Somut olayda; davacı adına 1995 ve 1997 yılları içerisinde düzenlenmiş müstahsil makbuzu ve ödeme fişlerinin olduğu, 1997 yılından sonra herhangi bir ürün teslimi yada prim kesintisinin bulunmadığı anlaşılmaktadır. Prim kesintisine dayalı tespit davalarında, ilk prim kesintisinin yapıldığı yılı takip eden yıllarda da, prim kesintisinin veya ürün tesliminin yani tarımsal faaliyetin düzenli olması gerekir. Düzenli prim kesintisi ve ürün tesliminden amaç, bunun her yıl yapılabileceği gibi, prim kesintisi veya ürün tesliminin iki yıla kadar olan süre dışında devam ettiği durumlarda da düzenli olduğu dolayısıyla tarımsal faaliyetin sürekli olduğu kabul edilebilir. Davacının uyuşmazlık konusu dönem içerisinde 31/12/1997- 30/09/2008 tarihleri arasında herhangi bir prim kesintisi ve ürün tesliminin bulunmadığı dolayısıyla sigortalılık koşullarının oluşmadığı anlaşılmaktadır.

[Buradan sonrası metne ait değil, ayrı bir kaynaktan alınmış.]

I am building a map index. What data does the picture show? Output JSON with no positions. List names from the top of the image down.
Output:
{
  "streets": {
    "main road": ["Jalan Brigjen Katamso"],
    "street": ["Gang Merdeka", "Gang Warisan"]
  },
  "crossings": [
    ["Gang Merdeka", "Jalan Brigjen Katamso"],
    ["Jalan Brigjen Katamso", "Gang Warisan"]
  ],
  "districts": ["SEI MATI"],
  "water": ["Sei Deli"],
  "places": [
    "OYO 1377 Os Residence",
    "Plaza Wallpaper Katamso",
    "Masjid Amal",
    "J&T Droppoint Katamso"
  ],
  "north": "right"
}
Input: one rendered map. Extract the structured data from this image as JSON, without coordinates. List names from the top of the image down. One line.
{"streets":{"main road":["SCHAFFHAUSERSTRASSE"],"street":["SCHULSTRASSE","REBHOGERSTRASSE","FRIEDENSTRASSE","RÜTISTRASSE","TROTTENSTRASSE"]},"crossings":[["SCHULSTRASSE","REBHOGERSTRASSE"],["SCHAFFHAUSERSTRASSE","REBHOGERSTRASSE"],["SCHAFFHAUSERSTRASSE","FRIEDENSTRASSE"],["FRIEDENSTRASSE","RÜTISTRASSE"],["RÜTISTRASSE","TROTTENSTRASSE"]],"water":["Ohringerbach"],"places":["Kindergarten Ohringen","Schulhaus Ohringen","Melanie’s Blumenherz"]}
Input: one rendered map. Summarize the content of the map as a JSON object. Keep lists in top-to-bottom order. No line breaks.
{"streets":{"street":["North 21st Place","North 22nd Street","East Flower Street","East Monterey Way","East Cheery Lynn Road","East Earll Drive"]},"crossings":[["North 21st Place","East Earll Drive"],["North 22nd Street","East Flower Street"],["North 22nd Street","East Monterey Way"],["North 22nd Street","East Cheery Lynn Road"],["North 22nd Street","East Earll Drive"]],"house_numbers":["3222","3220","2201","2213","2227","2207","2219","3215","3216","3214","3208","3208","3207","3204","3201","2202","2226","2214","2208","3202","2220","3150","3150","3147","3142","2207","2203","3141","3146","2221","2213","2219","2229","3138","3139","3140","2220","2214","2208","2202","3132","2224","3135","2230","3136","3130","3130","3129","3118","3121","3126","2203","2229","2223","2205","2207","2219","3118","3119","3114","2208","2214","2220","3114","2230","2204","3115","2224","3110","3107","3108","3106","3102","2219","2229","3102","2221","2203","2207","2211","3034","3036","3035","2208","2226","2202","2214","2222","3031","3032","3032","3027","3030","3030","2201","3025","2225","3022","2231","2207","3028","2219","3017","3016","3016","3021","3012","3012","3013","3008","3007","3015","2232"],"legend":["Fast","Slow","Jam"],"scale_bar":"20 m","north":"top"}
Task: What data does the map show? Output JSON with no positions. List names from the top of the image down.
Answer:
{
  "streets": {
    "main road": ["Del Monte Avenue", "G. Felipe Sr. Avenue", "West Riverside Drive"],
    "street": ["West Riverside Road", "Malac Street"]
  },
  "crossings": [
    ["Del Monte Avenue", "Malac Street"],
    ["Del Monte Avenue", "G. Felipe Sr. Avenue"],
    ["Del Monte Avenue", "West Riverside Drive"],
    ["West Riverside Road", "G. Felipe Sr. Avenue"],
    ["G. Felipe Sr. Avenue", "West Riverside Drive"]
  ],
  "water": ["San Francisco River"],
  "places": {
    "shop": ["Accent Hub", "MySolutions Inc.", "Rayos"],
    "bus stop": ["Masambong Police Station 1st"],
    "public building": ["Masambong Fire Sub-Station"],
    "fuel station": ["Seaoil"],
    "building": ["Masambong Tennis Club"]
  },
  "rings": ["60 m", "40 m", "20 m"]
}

Yapılacak iş; davacının 31/12/1997- 30/09/2008 tarihleri arasında herhangi bir prim kesintisi ve ürün tesliminin bulunmadığı dolayısıyla sigortalılık koşullarının oluşmaması nedeniyle bu dönem yönünden davanın reddine karar vermek ve sonucuna göre yaşlılık aylığı şartlarının oluşup oluşmadığını değerlendirmek suretiyle karar vermekten ibarettir.
Mahkemece bu maddi ve hukuki olgular gözetilmeksizin yazılı şekilde karar verilmiş olması usul ve yasaya aykırı olup bozma nedenidir.
O halde davalı Kurum vekilinin bu yönleri amaçlayan temyiz itirazları kabul edilmeli ve hüküm bozulmalıdır.
SONUÇ: Hükmün yukarıda açıklanan nedenlerle BOZULMASINA, 09/06/2014 gününde oybirliğiyle karar verildi.